No quiso contarle cómo consiguió todas aquellas fotografías. «Amistades», le había dicho. Después añadió que esperaba, con toda su alma, que esa insignificancia la ayudara a creer en su sueño y a luchar por él. Dijo que estaba seguro de que el corazón de su lujoso hotel estaría en la cocina: en sus guisos y en todo cuanto ella hiciera con sus manos.
A _____ le emocionó el interés y el cariño que Joe puso en unos sueños que le pertenecían a ella. También Diego estaba pendiente de sus caprichos, la llevaba a viajes exóticos, le hacía regalos caros... Entonces, ¿por qué se le habían humedecido los ojos al encontrarse con la simple pero tierna atención de Joe?, se preguntó.
Pero ésa era una pregunta para la que no tenía respuesta.
Al día siguiente regresó la normalidad a sus encuentros y a sus conversaciones. Y comenzó, para Joe, otra inquietud diferente.


«Díselo con normalidad», se repetía, convencido de que podía hacerlo, mas cuando la tenía delante no encontraba las palabras que le comunicaran que debía dormir bajo su mismo techo sin que sonaran a algo más que a trabajo. Sabía que era él y sus pensamientos los que complicaban algo que era natural. Pero no podía evitarlo. Tenía la certeza de que le iba a resultar difícil conciliar el sueño; que se consumiría cada noche, imaginándola acostada en una cama de la que sólo le separaría una delgada pared; que contendría la respiración para tratar de escuchar la de ella...

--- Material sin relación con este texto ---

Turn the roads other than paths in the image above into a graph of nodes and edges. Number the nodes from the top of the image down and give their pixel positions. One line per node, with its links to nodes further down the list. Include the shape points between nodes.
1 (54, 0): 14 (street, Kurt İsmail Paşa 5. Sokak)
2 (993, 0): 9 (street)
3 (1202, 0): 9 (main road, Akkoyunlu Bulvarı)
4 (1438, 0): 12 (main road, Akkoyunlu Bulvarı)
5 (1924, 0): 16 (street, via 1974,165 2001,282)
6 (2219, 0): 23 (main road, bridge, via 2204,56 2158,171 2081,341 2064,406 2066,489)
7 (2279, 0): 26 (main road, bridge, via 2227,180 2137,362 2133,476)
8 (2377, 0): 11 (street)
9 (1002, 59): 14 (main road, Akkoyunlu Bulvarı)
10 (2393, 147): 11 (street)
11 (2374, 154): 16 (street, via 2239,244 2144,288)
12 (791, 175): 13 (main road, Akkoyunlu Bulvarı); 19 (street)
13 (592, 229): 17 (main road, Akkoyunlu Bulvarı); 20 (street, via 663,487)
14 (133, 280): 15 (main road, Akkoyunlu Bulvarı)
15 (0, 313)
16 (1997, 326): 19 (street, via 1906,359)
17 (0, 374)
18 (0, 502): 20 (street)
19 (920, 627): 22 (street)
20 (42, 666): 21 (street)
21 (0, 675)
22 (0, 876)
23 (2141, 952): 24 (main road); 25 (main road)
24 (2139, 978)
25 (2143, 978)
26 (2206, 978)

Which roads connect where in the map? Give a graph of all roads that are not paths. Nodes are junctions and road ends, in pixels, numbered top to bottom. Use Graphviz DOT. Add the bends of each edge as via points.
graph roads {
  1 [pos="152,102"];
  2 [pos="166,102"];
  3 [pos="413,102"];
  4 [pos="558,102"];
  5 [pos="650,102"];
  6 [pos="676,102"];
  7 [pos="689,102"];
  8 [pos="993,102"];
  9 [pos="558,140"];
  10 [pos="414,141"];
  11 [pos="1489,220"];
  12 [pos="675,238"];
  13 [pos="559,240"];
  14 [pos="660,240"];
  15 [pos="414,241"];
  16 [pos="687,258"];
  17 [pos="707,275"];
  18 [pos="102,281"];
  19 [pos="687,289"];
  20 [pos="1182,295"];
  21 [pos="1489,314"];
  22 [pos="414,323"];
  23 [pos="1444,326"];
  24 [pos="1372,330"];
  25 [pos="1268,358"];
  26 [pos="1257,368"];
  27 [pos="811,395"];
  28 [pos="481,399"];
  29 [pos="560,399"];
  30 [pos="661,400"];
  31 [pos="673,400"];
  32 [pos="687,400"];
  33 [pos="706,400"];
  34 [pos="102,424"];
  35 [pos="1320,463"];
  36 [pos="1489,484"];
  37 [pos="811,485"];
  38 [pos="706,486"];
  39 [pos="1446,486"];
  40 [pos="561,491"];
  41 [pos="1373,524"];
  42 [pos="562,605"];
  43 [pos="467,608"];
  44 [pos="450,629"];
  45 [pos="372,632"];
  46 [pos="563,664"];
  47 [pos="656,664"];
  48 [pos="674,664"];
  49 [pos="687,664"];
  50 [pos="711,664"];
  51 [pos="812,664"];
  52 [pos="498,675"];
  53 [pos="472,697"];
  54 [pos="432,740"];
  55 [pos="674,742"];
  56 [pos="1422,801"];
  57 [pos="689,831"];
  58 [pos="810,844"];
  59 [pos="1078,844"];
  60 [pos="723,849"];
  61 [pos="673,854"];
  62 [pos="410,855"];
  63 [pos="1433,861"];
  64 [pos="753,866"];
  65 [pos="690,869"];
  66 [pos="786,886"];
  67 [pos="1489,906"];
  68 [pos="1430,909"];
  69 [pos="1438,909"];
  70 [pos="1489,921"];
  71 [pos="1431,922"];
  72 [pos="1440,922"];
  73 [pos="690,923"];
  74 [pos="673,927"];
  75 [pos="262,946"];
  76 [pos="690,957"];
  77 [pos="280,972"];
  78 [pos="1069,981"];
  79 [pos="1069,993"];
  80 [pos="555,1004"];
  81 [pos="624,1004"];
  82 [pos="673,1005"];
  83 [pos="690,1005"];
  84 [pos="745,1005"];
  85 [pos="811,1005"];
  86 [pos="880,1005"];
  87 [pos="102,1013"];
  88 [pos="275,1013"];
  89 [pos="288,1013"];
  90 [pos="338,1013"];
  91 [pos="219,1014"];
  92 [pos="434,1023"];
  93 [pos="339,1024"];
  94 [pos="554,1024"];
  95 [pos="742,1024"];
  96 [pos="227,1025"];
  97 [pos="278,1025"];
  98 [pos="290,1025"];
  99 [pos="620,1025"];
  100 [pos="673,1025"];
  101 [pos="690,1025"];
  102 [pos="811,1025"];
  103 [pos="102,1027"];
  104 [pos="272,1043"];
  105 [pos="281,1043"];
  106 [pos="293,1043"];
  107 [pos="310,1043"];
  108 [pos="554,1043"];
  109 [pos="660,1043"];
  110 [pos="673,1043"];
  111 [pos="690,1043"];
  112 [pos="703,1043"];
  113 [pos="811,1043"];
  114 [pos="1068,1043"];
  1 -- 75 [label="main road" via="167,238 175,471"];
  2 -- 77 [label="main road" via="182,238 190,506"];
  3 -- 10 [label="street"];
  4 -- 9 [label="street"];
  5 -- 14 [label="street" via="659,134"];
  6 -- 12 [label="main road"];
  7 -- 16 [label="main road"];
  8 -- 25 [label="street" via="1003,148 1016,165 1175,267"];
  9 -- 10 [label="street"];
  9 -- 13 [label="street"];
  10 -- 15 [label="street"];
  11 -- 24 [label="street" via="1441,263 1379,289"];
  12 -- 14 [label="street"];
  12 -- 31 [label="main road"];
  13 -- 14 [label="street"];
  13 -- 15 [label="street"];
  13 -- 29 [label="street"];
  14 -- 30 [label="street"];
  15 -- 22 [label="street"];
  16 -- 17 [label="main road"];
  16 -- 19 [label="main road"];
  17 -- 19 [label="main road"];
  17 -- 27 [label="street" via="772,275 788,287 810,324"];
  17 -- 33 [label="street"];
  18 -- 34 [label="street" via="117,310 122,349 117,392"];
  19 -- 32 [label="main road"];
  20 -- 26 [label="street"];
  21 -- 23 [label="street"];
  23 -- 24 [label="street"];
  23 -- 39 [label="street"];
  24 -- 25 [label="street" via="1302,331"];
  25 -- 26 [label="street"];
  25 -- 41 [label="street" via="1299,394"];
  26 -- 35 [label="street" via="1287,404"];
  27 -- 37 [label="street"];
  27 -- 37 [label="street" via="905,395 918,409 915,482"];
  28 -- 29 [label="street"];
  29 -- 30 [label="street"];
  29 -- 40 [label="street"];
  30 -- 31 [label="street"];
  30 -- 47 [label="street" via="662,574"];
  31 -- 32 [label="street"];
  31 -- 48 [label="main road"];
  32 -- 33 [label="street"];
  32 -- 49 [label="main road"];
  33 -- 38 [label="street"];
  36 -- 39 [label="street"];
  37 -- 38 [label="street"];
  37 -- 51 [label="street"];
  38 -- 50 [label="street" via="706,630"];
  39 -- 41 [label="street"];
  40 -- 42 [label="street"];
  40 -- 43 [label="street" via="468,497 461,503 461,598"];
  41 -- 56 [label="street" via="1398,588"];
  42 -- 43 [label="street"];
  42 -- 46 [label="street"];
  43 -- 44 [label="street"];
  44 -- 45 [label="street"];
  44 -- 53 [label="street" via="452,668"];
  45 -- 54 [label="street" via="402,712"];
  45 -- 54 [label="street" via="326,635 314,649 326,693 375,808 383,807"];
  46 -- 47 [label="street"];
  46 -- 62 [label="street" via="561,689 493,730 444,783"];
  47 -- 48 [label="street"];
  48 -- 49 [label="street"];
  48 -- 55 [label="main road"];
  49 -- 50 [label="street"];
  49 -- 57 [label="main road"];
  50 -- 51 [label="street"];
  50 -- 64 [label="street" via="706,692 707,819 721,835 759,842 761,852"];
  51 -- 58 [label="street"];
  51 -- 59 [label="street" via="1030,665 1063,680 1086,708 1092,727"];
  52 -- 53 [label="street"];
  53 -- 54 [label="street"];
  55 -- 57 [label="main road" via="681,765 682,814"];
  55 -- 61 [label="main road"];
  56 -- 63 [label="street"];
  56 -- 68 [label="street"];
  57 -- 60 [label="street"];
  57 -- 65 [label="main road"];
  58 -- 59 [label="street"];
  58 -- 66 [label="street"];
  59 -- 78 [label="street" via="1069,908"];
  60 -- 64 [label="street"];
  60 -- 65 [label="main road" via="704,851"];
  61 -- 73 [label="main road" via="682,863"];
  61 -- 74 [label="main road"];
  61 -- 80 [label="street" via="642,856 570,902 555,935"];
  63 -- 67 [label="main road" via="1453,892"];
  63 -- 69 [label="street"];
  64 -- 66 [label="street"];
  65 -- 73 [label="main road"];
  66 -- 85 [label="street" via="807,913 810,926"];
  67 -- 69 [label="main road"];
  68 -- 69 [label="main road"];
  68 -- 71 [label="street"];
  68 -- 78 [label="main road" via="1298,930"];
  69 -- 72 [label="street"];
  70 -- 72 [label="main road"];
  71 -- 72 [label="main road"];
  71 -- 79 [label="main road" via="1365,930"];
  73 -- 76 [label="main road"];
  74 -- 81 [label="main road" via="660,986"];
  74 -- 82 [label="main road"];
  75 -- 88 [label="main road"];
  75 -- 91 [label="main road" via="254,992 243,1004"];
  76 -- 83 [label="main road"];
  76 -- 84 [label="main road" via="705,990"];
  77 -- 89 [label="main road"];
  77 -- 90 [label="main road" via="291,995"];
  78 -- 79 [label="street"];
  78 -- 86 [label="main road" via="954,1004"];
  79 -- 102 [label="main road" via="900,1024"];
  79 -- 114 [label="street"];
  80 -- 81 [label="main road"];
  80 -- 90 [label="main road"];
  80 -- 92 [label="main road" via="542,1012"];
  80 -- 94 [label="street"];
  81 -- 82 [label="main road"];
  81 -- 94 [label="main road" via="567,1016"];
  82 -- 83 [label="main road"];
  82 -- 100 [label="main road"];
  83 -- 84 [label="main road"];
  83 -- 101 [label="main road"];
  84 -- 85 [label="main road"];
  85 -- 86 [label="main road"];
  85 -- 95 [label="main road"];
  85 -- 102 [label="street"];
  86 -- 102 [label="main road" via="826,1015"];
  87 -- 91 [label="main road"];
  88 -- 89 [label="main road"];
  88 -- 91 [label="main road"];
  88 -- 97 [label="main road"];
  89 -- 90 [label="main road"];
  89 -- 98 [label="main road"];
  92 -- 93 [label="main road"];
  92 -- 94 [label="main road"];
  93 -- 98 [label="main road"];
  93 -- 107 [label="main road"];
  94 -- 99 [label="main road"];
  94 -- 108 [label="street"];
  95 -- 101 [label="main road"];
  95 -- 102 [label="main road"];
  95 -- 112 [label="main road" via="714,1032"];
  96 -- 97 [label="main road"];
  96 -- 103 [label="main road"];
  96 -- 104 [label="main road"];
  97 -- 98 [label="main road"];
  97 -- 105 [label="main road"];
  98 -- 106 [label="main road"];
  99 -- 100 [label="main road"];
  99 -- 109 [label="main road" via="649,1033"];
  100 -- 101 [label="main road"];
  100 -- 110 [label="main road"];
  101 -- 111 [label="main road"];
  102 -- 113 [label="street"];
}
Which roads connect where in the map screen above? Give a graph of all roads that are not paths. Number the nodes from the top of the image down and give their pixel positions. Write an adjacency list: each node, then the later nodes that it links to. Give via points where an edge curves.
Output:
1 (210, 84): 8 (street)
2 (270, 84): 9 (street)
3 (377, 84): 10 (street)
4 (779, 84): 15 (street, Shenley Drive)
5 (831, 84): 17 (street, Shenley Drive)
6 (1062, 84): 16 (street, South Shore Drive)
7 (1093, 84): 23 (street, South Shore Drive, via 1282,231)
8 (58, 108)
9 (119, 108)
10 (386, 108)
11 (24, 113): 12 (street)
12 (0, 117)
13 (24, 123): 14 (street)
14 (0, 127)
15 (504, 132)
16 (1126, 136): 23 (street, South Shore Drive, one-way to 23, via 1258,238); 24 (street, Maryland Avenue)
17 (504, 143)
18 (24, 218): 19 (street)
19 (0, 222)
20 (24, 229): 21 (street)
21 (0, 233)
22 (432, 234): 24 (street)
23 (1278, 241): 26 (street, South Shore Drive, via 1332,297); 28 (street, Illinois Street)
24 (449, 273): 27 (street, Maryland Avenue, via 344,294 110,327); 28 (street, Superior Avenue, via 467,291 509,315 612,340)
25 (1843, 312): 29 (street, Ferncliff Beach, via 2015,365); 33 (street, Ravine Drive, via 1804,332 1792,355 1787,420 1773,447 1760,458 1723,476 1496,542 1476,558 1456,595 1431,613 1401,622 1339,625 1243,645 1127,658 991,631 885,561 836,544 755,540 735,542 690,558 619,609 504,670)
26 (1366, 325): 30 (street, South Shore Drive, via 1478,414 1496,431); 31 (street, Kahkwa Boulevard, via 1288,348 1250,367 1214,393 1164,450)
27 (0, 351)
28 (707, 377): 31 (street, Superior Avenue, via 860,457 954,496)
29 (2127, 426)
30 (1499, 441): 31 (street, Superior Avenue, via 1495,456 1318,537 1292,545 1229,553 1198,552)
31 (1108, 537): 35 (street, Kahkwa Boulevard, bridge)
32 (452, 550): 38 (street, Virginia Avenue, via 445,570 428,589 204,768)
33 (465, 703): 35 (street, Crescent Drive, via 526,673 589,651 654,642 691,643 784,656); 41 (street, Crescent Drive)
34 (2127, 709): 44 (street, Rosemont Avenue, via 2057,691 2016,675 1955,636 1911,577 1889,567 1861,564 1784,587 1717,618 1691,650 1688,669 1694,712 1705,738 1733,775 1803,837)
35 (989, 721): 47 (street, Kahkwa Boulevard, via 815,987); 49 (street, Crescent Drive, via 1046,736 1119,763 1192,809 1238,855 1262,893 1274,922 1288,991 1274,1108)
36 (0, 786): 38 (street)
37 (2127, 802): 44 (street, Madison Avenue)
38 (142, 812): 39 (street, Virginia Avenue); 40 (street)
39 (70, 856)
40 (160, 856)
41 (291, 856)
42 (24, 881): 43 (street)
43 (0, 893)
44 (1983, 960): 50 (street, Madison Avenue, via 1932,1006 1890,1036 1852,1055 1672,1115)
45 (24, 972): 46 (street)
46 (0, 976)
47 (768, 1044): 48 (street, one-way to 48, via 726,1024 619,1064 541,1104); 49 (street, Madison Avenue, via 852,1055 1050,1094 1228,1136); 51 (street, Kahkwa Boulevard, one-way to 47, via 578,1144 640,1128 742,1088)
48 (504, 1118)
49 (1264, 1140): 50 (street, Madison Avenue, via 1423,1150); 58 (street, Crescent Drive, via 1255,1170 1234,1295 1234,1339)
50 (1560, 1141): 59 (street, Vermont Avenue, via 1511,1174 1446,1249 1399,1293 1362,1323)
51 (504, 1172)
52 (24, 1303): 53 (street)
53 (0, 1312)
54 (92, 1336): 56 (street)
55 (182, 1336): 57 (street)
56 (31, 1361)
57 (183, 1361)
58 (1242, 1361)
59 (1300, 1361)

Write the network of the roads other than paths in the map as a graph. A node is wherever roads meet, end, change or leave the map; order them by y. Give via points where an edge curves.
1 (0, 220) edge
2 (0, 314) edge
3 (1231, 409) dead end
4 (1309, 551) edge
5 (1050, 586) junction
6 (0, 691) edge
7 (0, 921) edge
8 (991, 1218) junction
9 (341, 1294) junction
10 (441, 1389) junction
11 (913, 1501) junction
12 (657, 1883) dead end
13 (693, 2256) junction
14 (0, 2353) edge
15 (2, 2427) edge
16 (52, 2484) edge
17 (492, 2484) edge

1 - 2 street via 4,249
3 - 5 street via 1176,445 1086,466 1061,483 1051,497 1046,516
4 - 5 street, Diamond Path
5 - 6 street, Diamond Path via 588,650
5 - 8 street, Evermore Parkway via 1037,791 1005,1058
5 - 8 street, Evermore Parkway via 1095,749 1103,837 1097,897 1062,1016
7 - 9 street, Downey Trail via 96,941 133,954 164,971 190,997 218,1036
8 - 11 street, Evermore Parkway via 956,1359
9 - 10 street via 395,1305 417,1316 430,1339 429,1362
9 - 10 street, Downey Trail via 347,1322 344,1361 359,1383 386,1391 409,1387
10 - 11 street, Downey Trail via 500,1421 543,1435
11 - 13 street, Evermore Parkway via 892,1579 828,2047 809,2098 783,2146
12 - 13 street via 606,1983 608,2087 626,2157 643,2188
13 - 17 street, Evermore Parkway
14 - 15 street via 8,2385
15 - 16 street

Sabiendo todo eso, era difícil hablarle con normalidad de esas noches.
Después de haber dado mil vueltas, decidió que se lo diría durante la subida a la sierra de Santa Bárbara. Media hora de ascenso daba para mucho. Durante el trayecto ninguno pondría todos los sentidos en el otro: ella iría medio tensa porque no terminaba de acostumbrarse a que un vehículo circulara por el borde de barrancos, él prestaría atención al camino para no tener que mirarla.
Tal vez, de ese modo, podría decirle que dormiría en la borda sin que se le notara la inquietud que eso le causaba.
Ascendió despacio, como le pedía _____ que circulara durante todo el trayecto hacia la cumbre, y aguardó con paciencia hasta que la escuchó dar el primer respingo ante la visión de una pronunciada pendiente.
Llegaba el momento en el que podía hablarle de cualquier cosa sin que ella se fijara en sus gestos o su tono.
—Las ovejas comenzarán a parir la semana que viene —comentó, apretando las manos sobre el volante—. Necesito estar cerca por si surgen problemas y tengo que ayudarlas en algún parto.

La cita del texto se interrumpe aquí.